Earlier this year, I learned how to work with Flutter. To be honest, I did not particularly like it. To be fair, I liked it more than the alternatives, but I quickly got lost in the structure. For example, you need to place text in a button in a column in a row in a container. To me, it felt like a puzzle. I had to figure out how to place the pieces and, on top of that, work out which pieces I needed to use. Until I discovered FlutterFlow.
When I discovered FlutterFlow, I was pretty excited but also skeptical. Low-code (and no-code) platforms have been popping up everywhere lately and are gaining attention. I understand the appeal to people with no or little development experience. Still, personally, I find that those platforms, while making front-end development very easy, they can also make some things very complicated. I sometimes find myself thinking: coding would have been more straightforward. However, since I like trying new things, I made an account on FlutterFlow and started experimenting. Spoiler alert: I was pleasantly surprised!

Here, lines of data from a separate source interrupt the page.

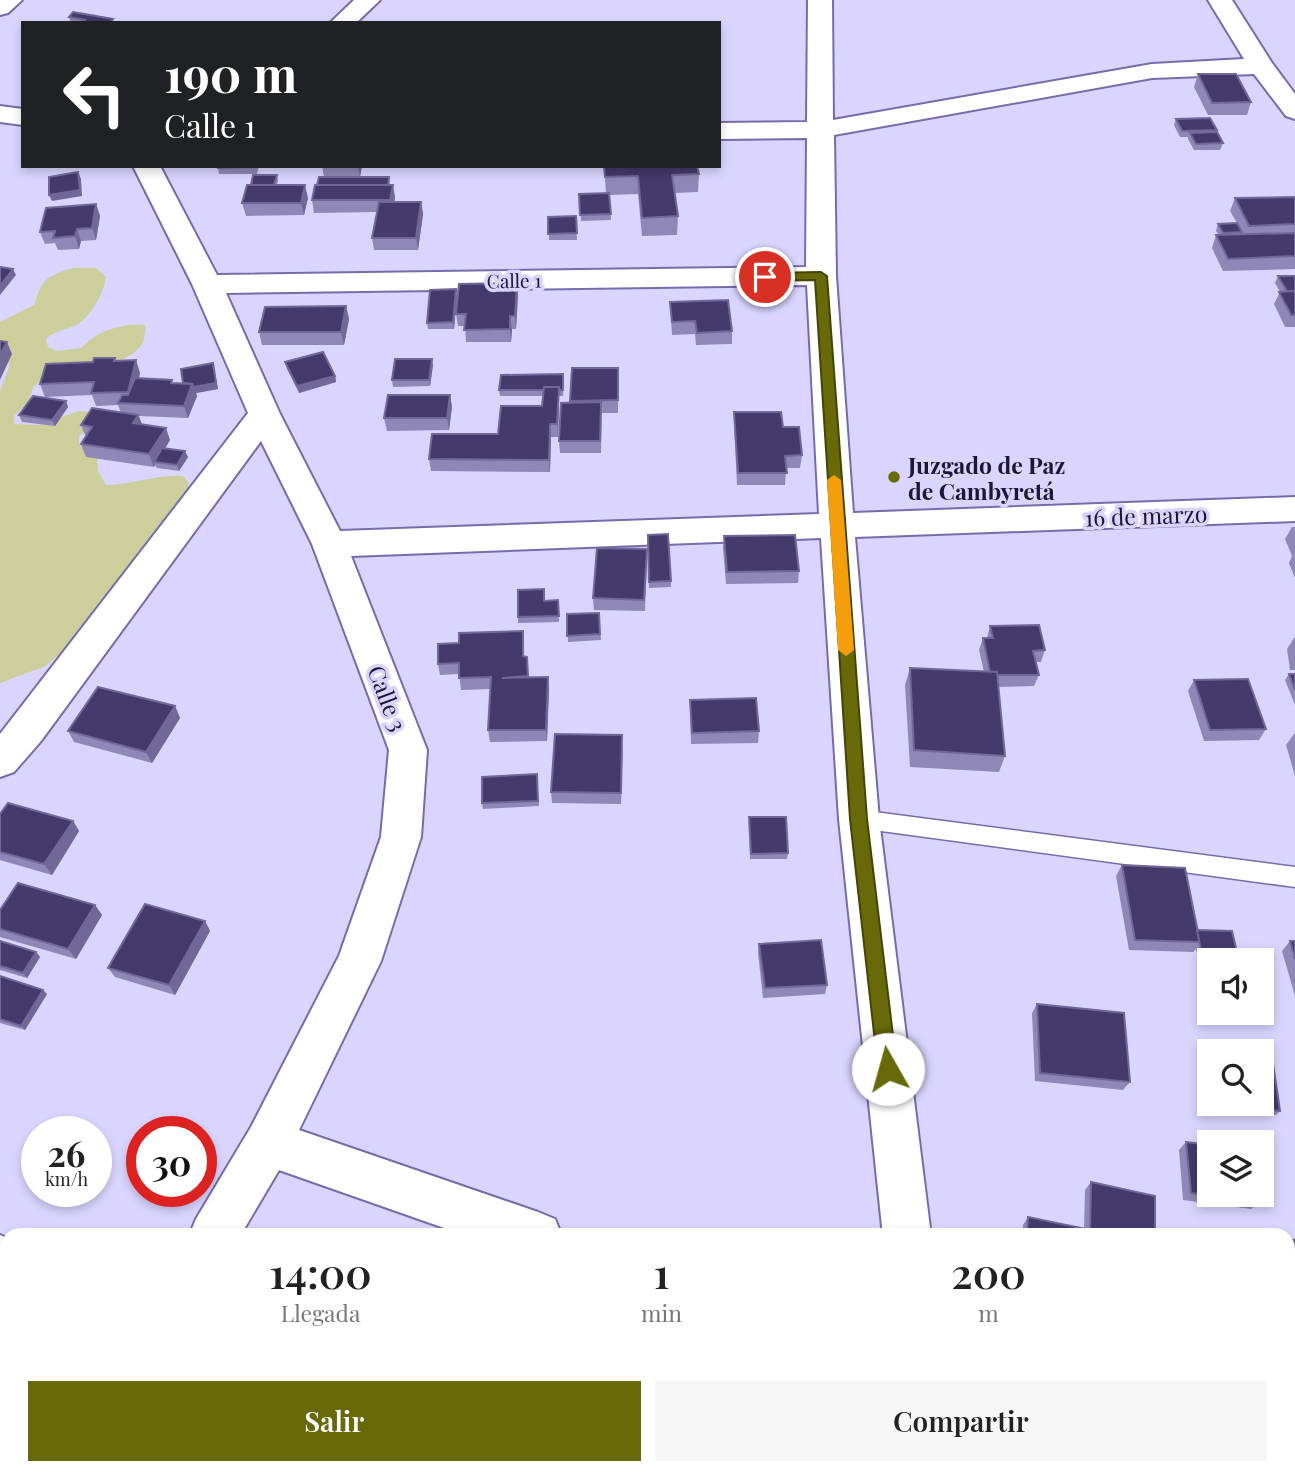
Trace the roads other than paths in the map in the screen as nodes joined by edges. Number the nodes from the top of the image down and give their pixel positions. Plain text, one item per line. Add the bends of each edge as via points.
1 (10, 0) edge
2 (368, 0) edge
3 (820, 0) edge
4 (1220, 0) edge
5 (0, 8) edge
6 (344, 21) edge
7 (1261, 66) junction
8 (1295, 111) edge
9 (0, 114) edge
10 (21, 117) edge
11 (820, 130) junction
12 (721, 131) edge
13 (147, 168) edge
14 (821, 276) junction
15 (207, 284) junction
16 (264, 414) junction
17 (1295, 509) edge
18 (833, 527) junction
19 (328, 544) junction
20 (0, 761) edge
21 (859, 819) junction
22 (1295, 877) edge
23 (268, 1143) junction
24 (219, 1228) edge
25 (515, 1228) edge
26 (906, 1228) edge

1 - 5 street
2 - 6 street
3 - 11 street
4 - 7 street
7 - 8 street
7 - 11 street via 1153,71
9 - 10 street
11 - 12 street
11 - 14 street
13 - 15 street, Calle 3
14 - 15 street, Calle 1
14 - 18 street
15 - 16 street, Calle 3
16 - 19 street, Calle 3
16 - 20 street
17 - 18 street, 16 de marzo
18 - 19 street, 16 de marzo
18 - 21 street
19 - 23 street, Calle 3 via 408,750 401,837 359,961
21 - 22 lane
21 - 26 street
23 - 24 street, Calle 3
23 - 25 street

A quick note: this blog will not be a technical review of how you do certain things in FlutterFlow. I will describe my experience working with FlutterFlow: the things I noticed, the things I liked, and the things I didn't like.
Creating a project
When you start to create a project, FlutterFlow offers a lot of templates, like any other low-code platform. What I liked most is that when you hover over a template, you can see what features are used in that particular template. I double-checked, and Webflow, for example, also informs you of the features, but you have to click twice and be directed to a different page to see them. Let's be honest, you might do that to check out one or two templates, but it quickly becomes too much of a hassle. So good points on user experience for FlutterFlow!
Creating a page
When you start creating a page, FlutterFlow offers templates for commonly used pages like settings and log-in. After selecting a template, FlutterFlow immediately asks if you want to keep the original theme of the template or use the theme you chose for your project. This means you can create an entire page for your app in a mere two clicks.
There is, of course, not a template for every page you might need. So, I also tried making a page from scratch. FlutterFlow offers a list of elements you can drag and drop on your page. Some essential elements include text, button, image, and handy features like animations, charts, and map integrations. I spotted 'column', 'container', and 'row' in the list, and for a moment, I thought I still had to puzzle the front-end together. But no worries! You can use them if you want to, but you don't need to.
When dragging elements on the canvas, FlutterFlow will ask you how you want these elements placed: do you want them next to each other, do you want them underneath each other, … Based on your answer, it will add the correct structure around your elements. Very convenient!
You can edit every element on the right side of the interface. This is a standard approach, but I mainly noticed how all the buttons felt intuitive. I didn't have to think about what this icon might mean or do. For some extra explanation, you can always hover over the button. The only inconvenience I found is that you can't increase or decrease the value of a number with the arrow keys, which is a tiny issue, but it is also something I do often.
Adding a custom widget
One of the strengths of Flutter is the vast community of people creating custom components. I wanted to see if FlutterFlow has the same kind of community, as it is a very convenient way to integrate original and complex components. I was pleased to see you can use the packages of the Flutter community (pub.dev) and incorporate them into your Flutterflow project. You have to pay attention to two things: the packages need to be supported for the web and need Null Safety support. New packages mostly fit the requirements; old packages usually don't.
When trying out the custom widget feature, I experienced some significant flaws for the first time since working with FlutterFlow:
- The code editor shows errors on anything imported. It clearly states you should ignore them, but it makes the actual errors less visible, not to say unnoticeable.
- It takes around 2 minutes to compile the written code, meaning that every time you change the code, you will have to wait 2 minutes to see the change.
This does slow down the process a lot. For example, you write some code, and you forget a comma. You don't notice it since there are a lot of errors anyway. So, you start compiling the code. After two minutes, FlutterFlow tells you that you forgot a comma. So, you add the comma and have to compile again for two minutes. Not ideal.
While doing my little experiment, I consulted the FlutterFlow documentation several times. FlutterFlow has by far one of the best documentation I have ever seen. They explain everything, assuming you don't have any previous knowledge, meaning it is effortless to understand. Every topic is also accompanied by a couple of GIFs that visually explain what the text is talking about. And if that is still not enough, FlutterFlow also refers to video tutorials on YouTube that explain everything step-by-step. I hope they keep the documentation and tutorials up-to-date with future updates.
Next time I need to make a Flutter app, I will definitely use FlutterFlow. It is much easier, more intuitive, and quicker than building a Flutter app from scratch. However, I do hope the app won't need too many custom integrations because that would be a real hassle. Have you already used FlutterFlow? Let me know what you thought!